Les équipes de Congo Check ont pris en charge cette masse de désinformations et ont conclu premièrement que la photo d’illustration est fausse car générée par intelligence artificielle. Deuxièmement, l’or gardé dans la réserve d’or française ne vient pas de l’Afrique, mais essentiellement des opérations de conversion de dollars américains avec les États-Unis. Il faut aussi souligner que la France a eu sur ses terres des mines d’or encore existantes aujourd’hui, contrairement aux affirmations erronées stipulant que ce pays n’en a aucune.

“France : 4ème réserve d’or du monde avec plus de 2 436 tonnes sans une seule mine sur son sol !” écrit ce post sur Facebook. Ces genres des publications sont nombreuses et attirent généralement des réactions hostiles à la France.
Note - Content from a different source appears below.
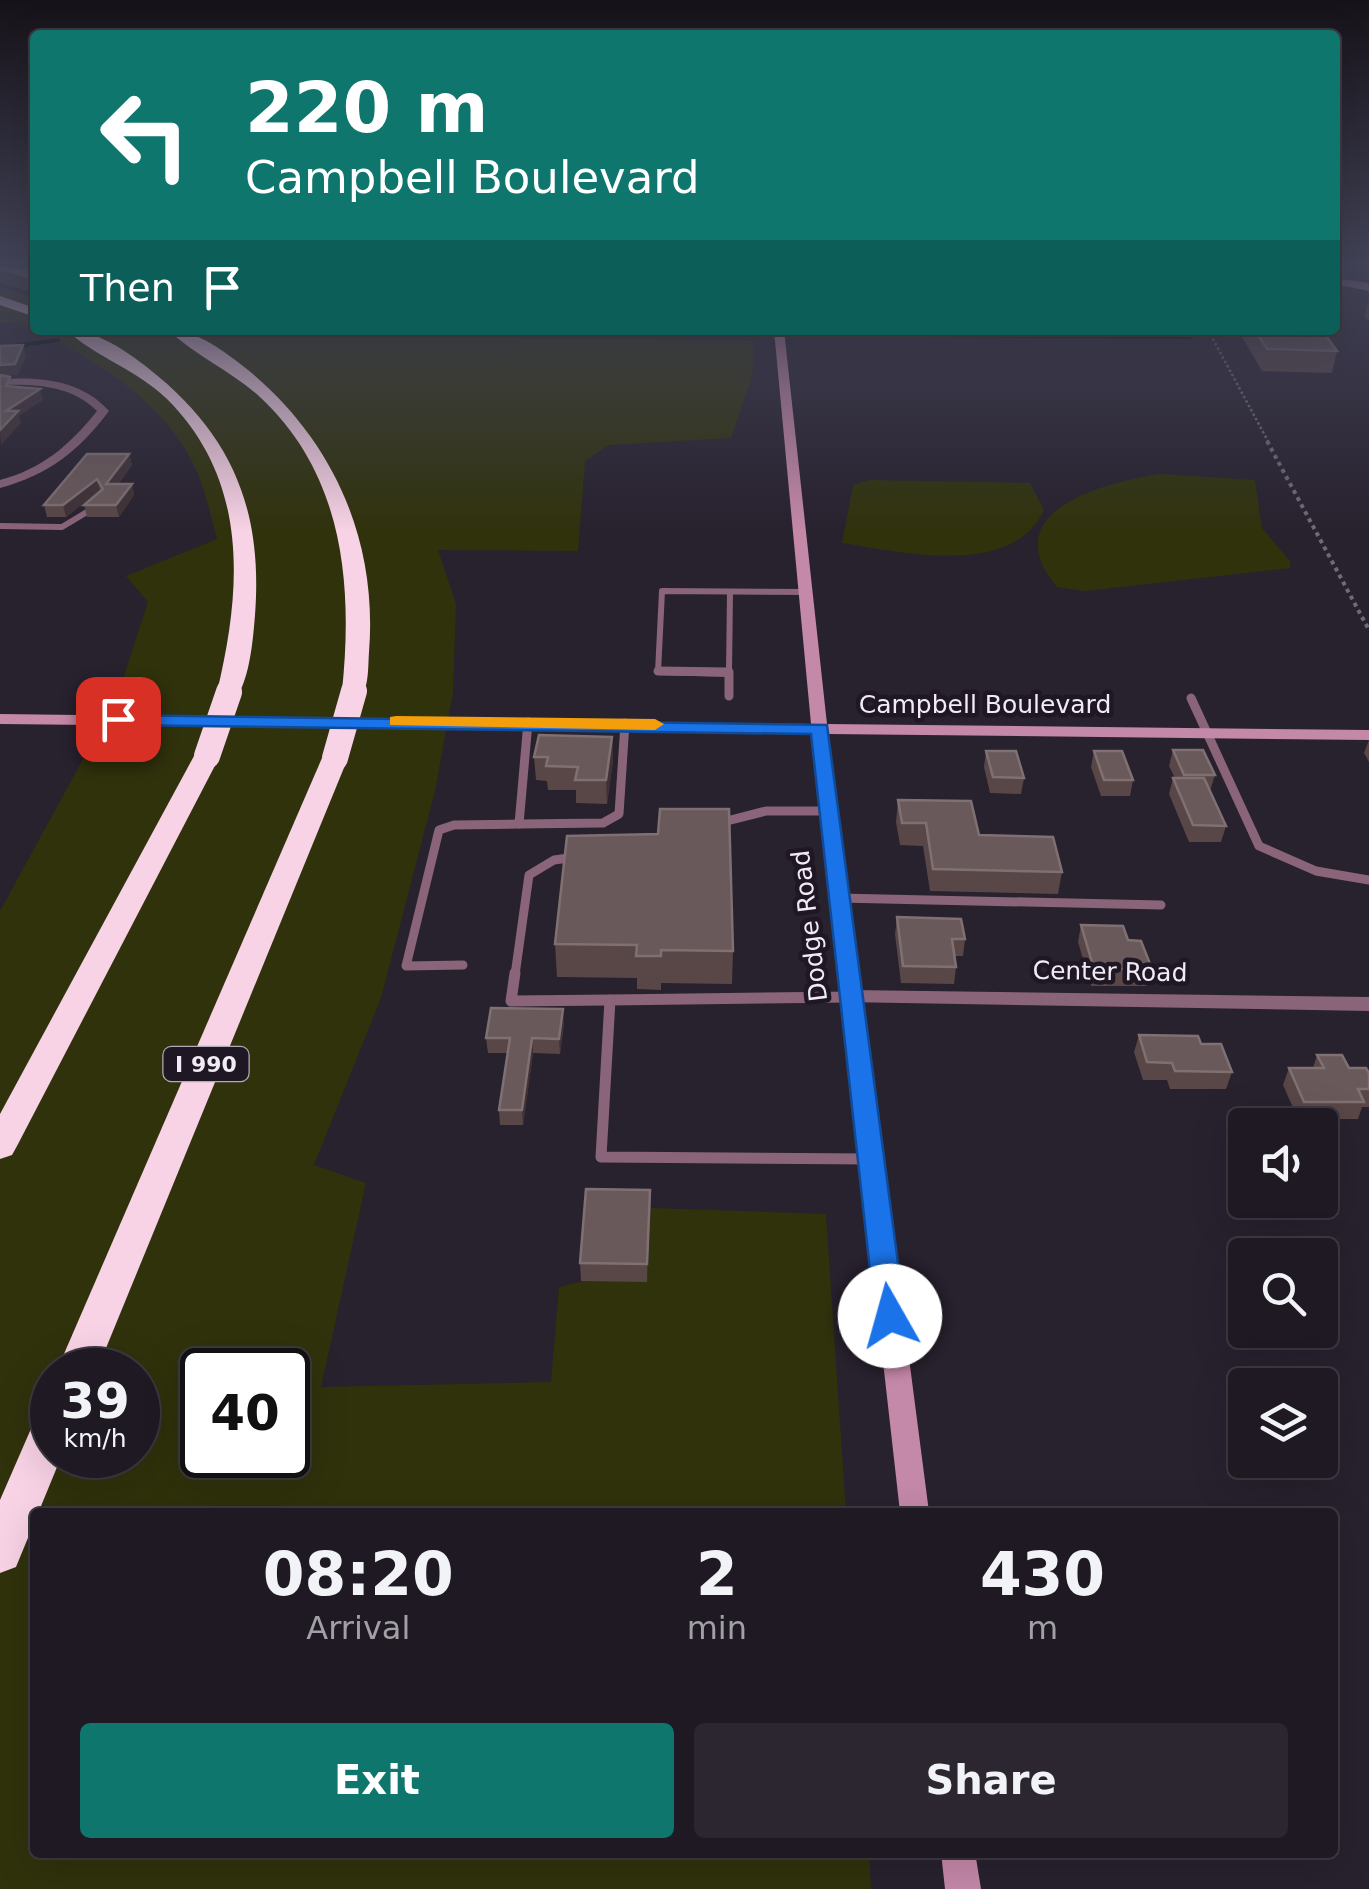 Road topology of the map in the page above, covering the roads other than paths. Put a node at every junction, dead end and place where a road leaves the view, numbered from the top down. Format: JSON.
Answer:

La photo d’Emmanuel Macron entouré d’or est générée par intelligence artificielle

Les premières vérifications des équipes de Congo Check ont cherché à savoir l’origine de la photo qui illustre la majorité de ces publications en cours de vérification. En la téléchargeant sur les moteurs de recherche d’images inversées, les résultats n’ont pas été concluant. Aucun crédit n’est disponible, ce qui signifie que l’image n’a pas été prise par un humain ou n’est pas revendiquée par une institution.

Congo Check a inséré la photo dans l’application Hive Moderation, qui permet de mesurer la probabilité selon laquelle une image serait générée par intelligence artificielle. Les résultats donnent 98.4% de probabilité que l’image provienne de l’intelligence artificielle.

Lire plus sur le sujet —> Synthetic Lies: Understanding AI-Generated Misinformation and Evaluating Algorithmic and Human Solutions

La France possède la 4ème réserve d’or au monde, un fruit des transactions avec les États-Unis

Afin de vérifier l’origine de l’or gardé dans la réserve française, Congo Check a consulté plusieurs documents dont ceux de la Banque de France, qui expliquent en détails les procédures autour de la conservation des matières précieuses.

“La France est le quatrième pays détenteur d’or, au niveau mondial, derrière les États-Unis, l’Allemagne et l’Italie (le cinquième en incluant les avoirs du Fonds monétaire international – FMI). La loi assigne notamment à la Banque de France la mission de détenir et de gérer les réserves en or de l’État (article L141-2 du Code monétaire et financier)” écrit la Banque de France dans ce document que vous pouvez exploiter en cliquant ici.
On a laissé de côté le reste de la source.